A while back, right before the election, I said I would write up a fuller synopsis of the depressing Minneapolis School Board race and the broader issue of the polarization of the debate around education in Minneapolis. Then #pointergate happened. It wasn’t just that I was personally pretty preoccupied with that story and its impact on an organizational ally, Minnesota Neighborhoods Organizing for Change (NOC), that kept me from writing this post. I saw in the first few days of that big story how united Minneapolis—and in fact Minnesota and the country—became around an issue having so deeply to do with racial divisions in society, and it was inspiring. And, as several friends mentioned on Facebook, it was nice to see Minneapolis coming together after the bitter divisions that the school board race surfaced (some might say caused, but I chose that word purposefully).

And so writing about difficult issues at a time of unity feels a little like knowingly taking on the role of Debbie Downer. Pointergate has made me think more deeply about the issue of education and the racial divisions of both our education system and the divisions caused by the proposed solutions to fix those problems. These posts are my sometimes sprawling thoughts on the issue of education in Minneapolis, why I think it has become so divisive, and how getting over our societal inability to deal openly with the issue of race is key to us moving forward collectively.

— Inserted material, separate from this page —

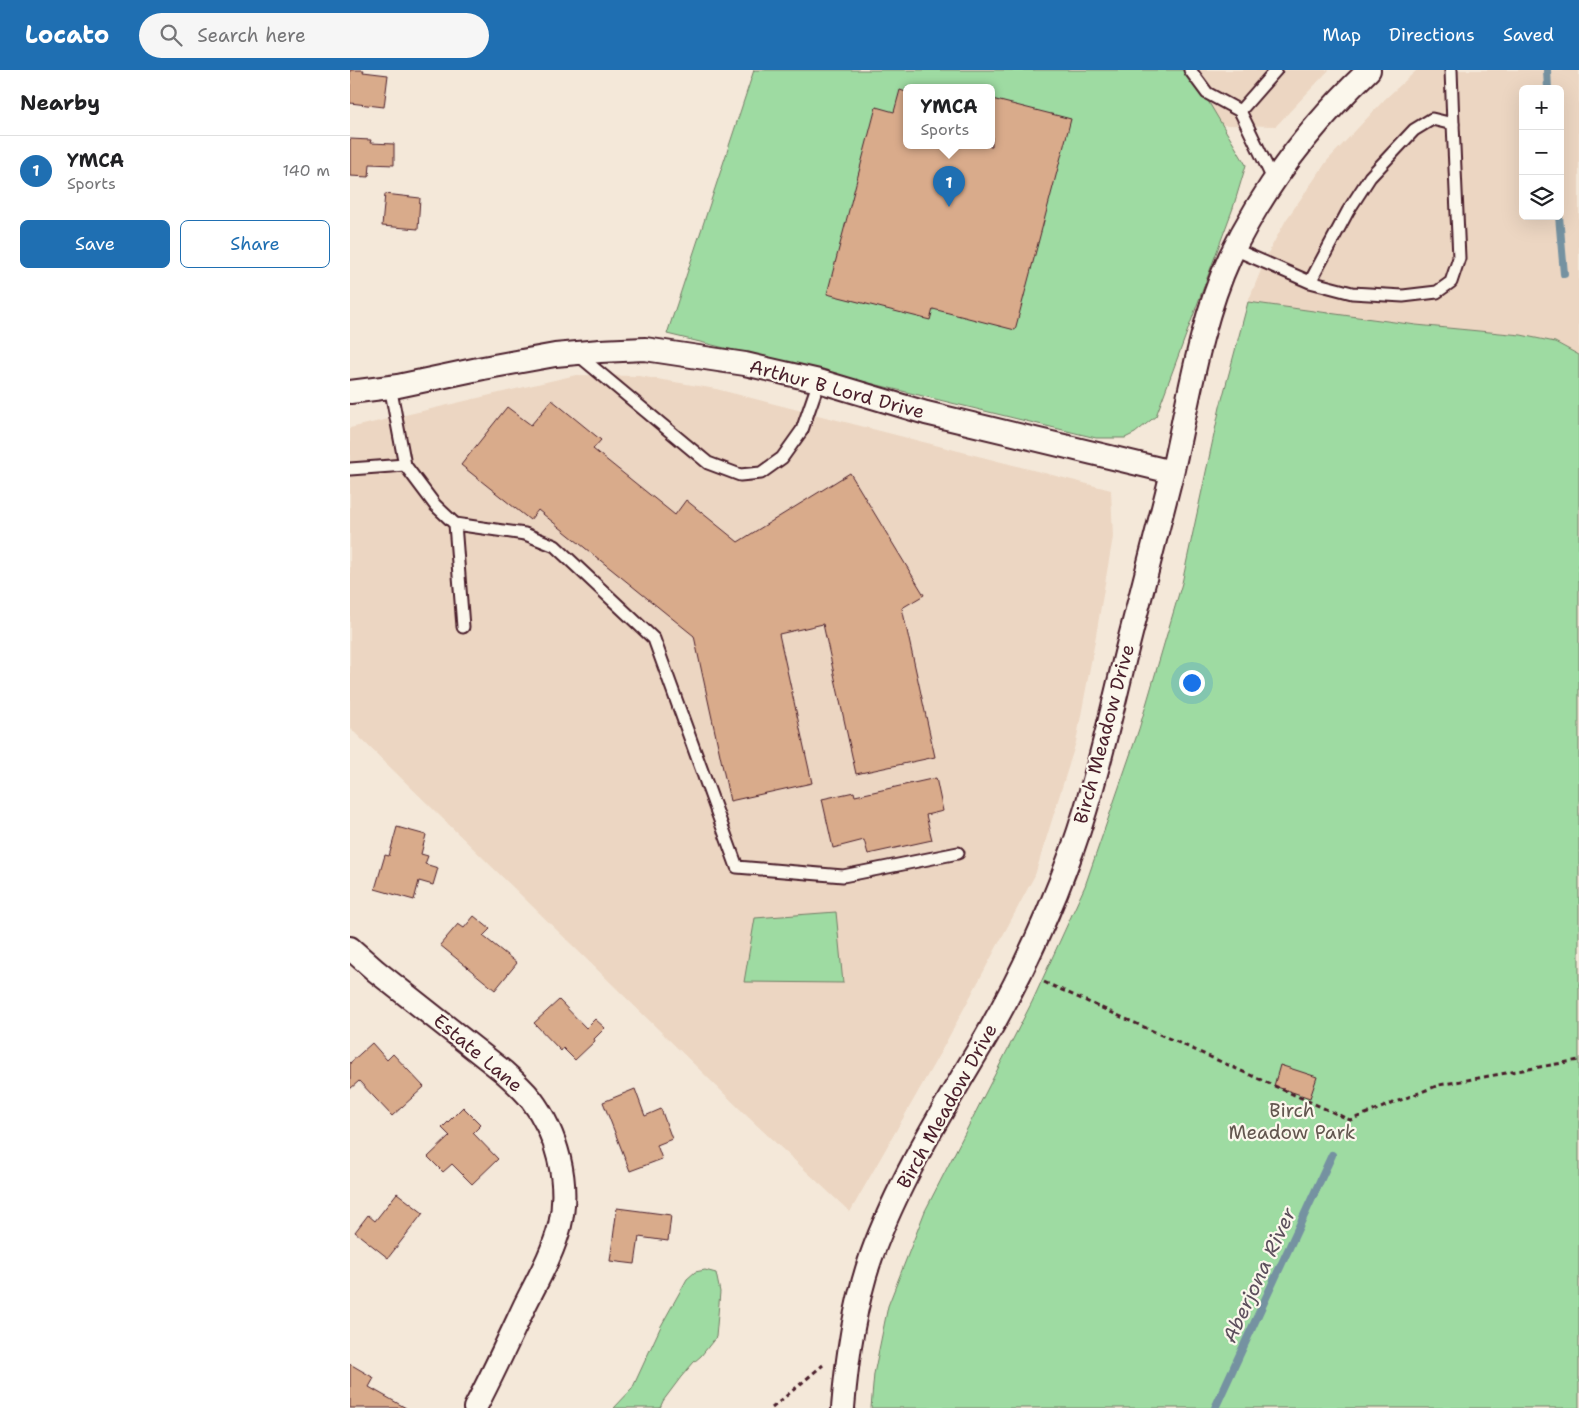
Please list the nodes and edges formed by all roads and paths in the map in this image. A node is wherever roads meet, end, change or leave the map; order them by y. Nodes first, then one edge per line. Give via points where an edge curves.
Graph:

Naming race. This is my point of departure for connecting the two topics of pointergate and Minneapolis schools. What was so gratifying to many who fight for racial justice was the way in which a broad swath of the public immediately saw the story for what it was, the worst kind of race baiting. By blurring Navell Gordon’s face and merely identifying him as a convicted felon, erasing all context of what he and the Mayor were actually doing that day (getting out the vote in low income neighborhoods), KSTP made Gordon into the anonymous Scary Black Man, and people got that. In a state where it often feels exhaustingly difficult to discuss race, this remains amazing to me and it gives me hope. So often we are caught in the US in “OJ moments,” where the media story is about how differently different groups see the same situation. The universal condemnation of pointergate has been truly edifying on that point.

If you followed KSTP reporter Jay Kolls’ twitter meltdown on the first night of the broadcast saw that his defense was simple: I didn’t mention race! You guys are the ones bringing race up! It’s a particularly facile suggestion, that unless one actually mentions race then surely something isn’t about that. Kolls’ impulse, however, is a caricature of a real problem, an impulse to not mention race, to allow it to be subtext and not dealt and talked about openly. This seems especially true in Minnesota, where the mere mention of race seems, well, impolite.

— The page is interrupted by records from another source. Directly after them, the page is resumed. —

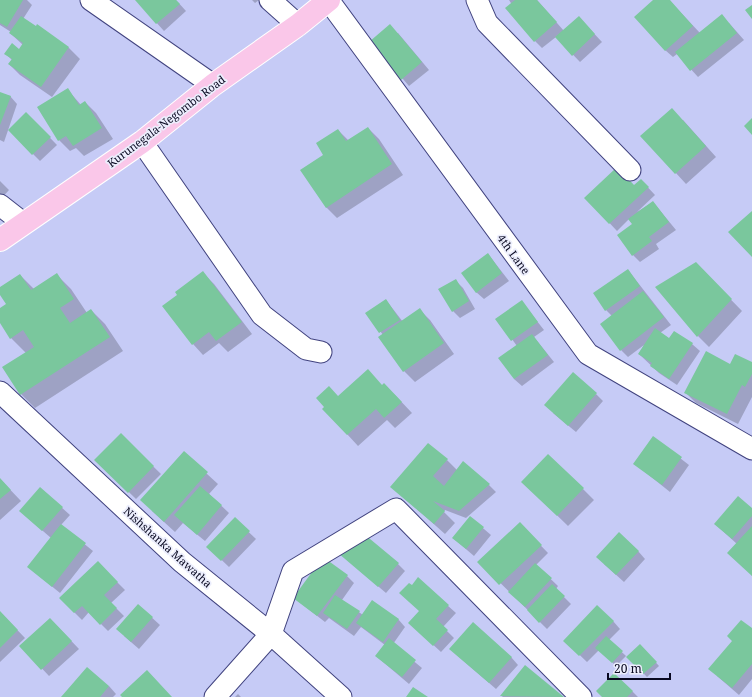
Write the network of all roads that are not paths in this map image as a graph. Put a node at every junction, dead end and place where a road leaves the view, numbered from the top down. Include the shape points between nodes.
1 (91, 0) edge
2 (270, 0) edge
3 (329, 0) edge
4 (476, 0) edge
5 (298, 25) junction
6 (213, 85) junction
7 (142, 142) junction
8 (630, 170) dead end
9 (0, 205) edge
10 (23, 223) junction
11 (0, 240) edge
12 (321, 352) dead end
13 (0, 392) edge
14 (752, 449) edge
15 (271, 634) junction
16 (215, 697) edge
17 (341, 697) edge
18 (581, 697) edge

1 - 6 street
2 - 5 street
3 - 5 main road, Kurunegala-Negombo Road
3 - 14 street, 4th Lane via 588,354
4 - 8 street via 487,24
5 - 6 main road, Kurunegala-Negombo Road
6 - 7 main road, Kurunegala-Negombo Road
7 - 10 main road, Kurunegala-Negombo Road
7 - 12 street via 262,315 306,349
9 - 10 street
10 - 11 main road, Kurunegala-Negombo Road
13 - 15 street, Nishshanka Mawatha via 182,562
15 - 16 street
15 - 17 street, Nishshanka Mawatha
15 - 18 street via 294,571 396,509

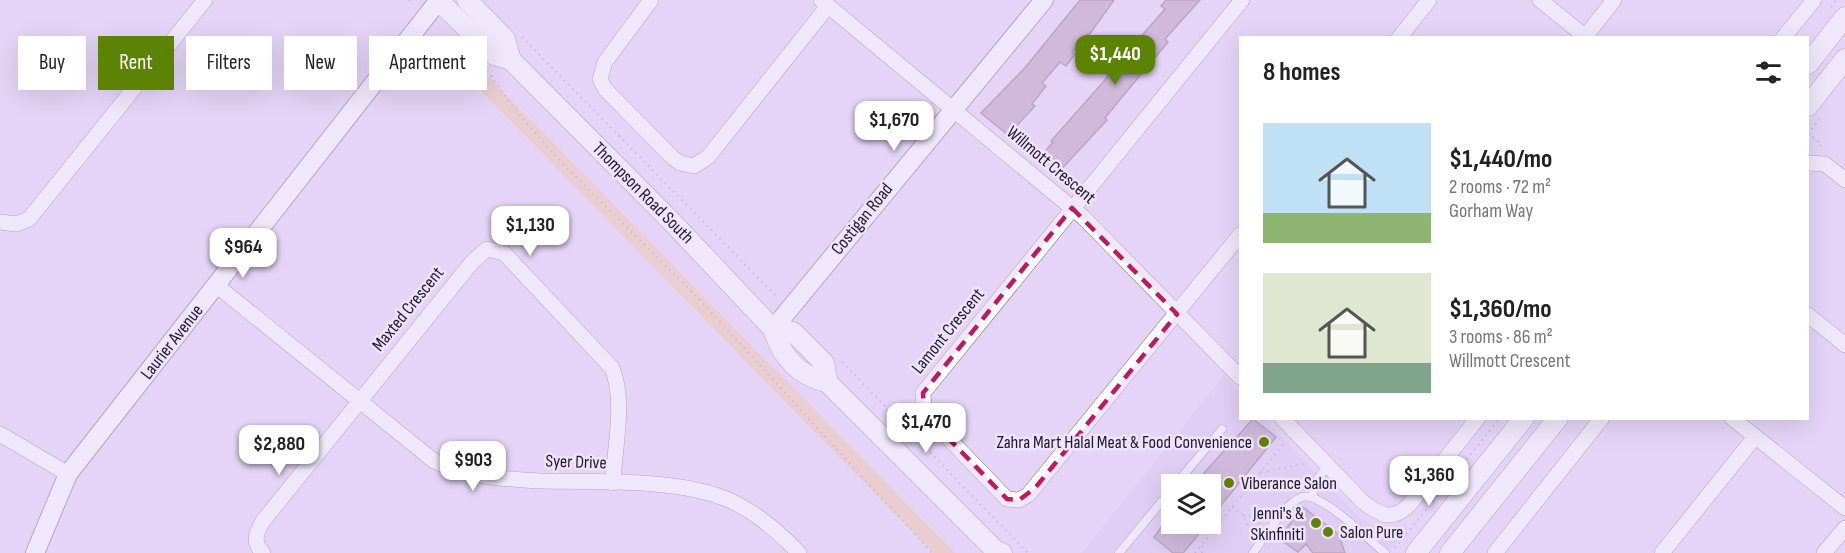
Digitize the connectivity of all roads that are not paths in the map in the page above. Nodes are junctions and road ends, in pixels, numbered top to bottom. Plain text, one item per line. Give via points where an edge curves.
1 (205, 0) edge
2 (439, 0) edge
3 (467, 0) edge
4 (651, 0) edge
5 (1044, 0) edge
6 (1242, 0) edge
7 (1429, 0) edge
8 (1540, 0) edge
9 (1614, 0) edge
10 (1814, 0) edge
11 (824, 3) edge
12 (1845, 17) edge
13 (1401, 36) edge
14 (1585, 36) edge
15 (1587, 36) edge
16 (1785, 36) edge
17 (1845, 58) edge
18 (511, 60) junction
19 (1809, 63) edge
20 (1809, 104) edge
21 (953, 109) junction
22 (1813, 163) edge
23 (1845, 180) edge
24 (1072, 208) junction
25 (0, 222) edge
26 (1239, 236) edge
27 (216, 285) junction
28 (1178, 314) junction
29 (1809, 316) edge
30 (773, 329) junction
31 (1845, 345) edge
32 (1239, 376) edge
33 (358, 400) junction
34 (1284, 420) edge
35 (1476, 420) edge
36 (1522, 420) edge
37 (1556, 420) edge
38 (1600, 420) edge
39 (1734, 420) edge
40 (1222, 429) dead end
41 (0, 434) edge
42 (1755, 437) junction
43 (1329, 466) junction
44 (68, 474) junction
45 (1184, 474) edge
46 (613, 483) junction
47 (1312, 496) junction
48 (1161, 502) edge
49 (1845, 508) edge
50 (1845, 528) edge
51 (35, 553) edge
52 (263, 553) edge
53 (799, 553) edge
54 (999, 553) edge
55 (1119, 553) edge
56 (1253, 553) edge
57 (1385, 553) edge
58 (1416, 553) edge
59 (1450, 553) edge
60 (1495, 553) edge
61 (1662, 553) edge
62 (1824, 553) edge

1 - 25 street via 29,219 16,224
2 - 18 main road, Thompson Road South via 494,56
2 - 27 street, Laurier Avenue
3 - 18 main road, Thompson Road South via 505,39
4 - 11 street via 605,62 600,79 605,89 673,158 694,166 708,158
5 - 21 street, Costigan Road
6 - 24 street
7 - 13 street
8 - 14 street
9 - 15 street
10 - 16 street
11 - 21 street, Willmott Crescent
12 - 19 main road
17 - 20 main road
18 - 30 main road, Thompson Road South
21 - 24 street, Willmott Crescent
21 - 30 street, Costigan Road
22 - 23 street
24 - 28 street, Willmott Crescent
24 - 28 street, Lamont Crescent via 921,400 924,413 1007,499 1019,500 1028,495
26 - 28 street
27 - 33 street, Syer Drive
27 - 44 street, Laurier Avenue
28 - 32 street, Willmott Crescent
29 - 31 street
30 - 54 main road, Thompson Road South via 793,332 824,363 828,383
33 - 46 street, Syer Drive via 434,460 454,470 503,479
33 - 46 street, Maxted Crescent via 480,252 499,250 612,368 617,396
33 - 52 street via 263,521 255,542
34 - 43 street
35 - 43 street via 1409,505 1395,516 1374,511
36 - 58 main road
37 - 59 main road
38 - 60 street
39 - 42 street
40 - 45 lane
41 - 44 street
42 - 49 street
42 - 61 street
43 - 47 lane via 1318,478
44 - 51 street, Laurier Avenue
46 - 53 street, Syer Drive via 678,488 730,500 773,527
47 - 56 lane via 1291,504
47 - 57 lane
48 - 55 lane
50 - 62 street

Race and Education, Minneapolis and Everywhere

Very recent coverage of an issue facing Minneapolis Public Schools highlights, to my mind, the challenges and necessity of engaging deeply with race when it comes to education. On this week’s edition of the Wrong About Everything podcast, conservative Mike Franklin and I tussled over the recently announced suspensions policy of the Minneapolis Public Schools. The policy, which was immediately misrepresented and ridiculed as schools now need “permission” to suspend black and Latino students, actually states that the district will review, after the fact, the suspensions of students of color as a way of responding to an issue that is not unique to Minneapolis: the insanely disproportionate rates at which students of color, especially young black men, are suspended in public schools vis a vis their white counterparts. There are horror stories of children as young as pre-k receiving suspensions as discipline, even as studies show what seems so obvious: keeping kids from school does not help them learn. The less bombastic criticisms of the policy suggest there is a constitutional issue with only reviewing the suspensions of kids of color, made by Franklin on WAE and attorney Tom Corbett in the Star Tribune, suggest the policy won’t pass constitutional muster once the first white or Asian kid who gets suspended sues the district alleging her/his suspension is discriminatory because it wasn’t reviewed.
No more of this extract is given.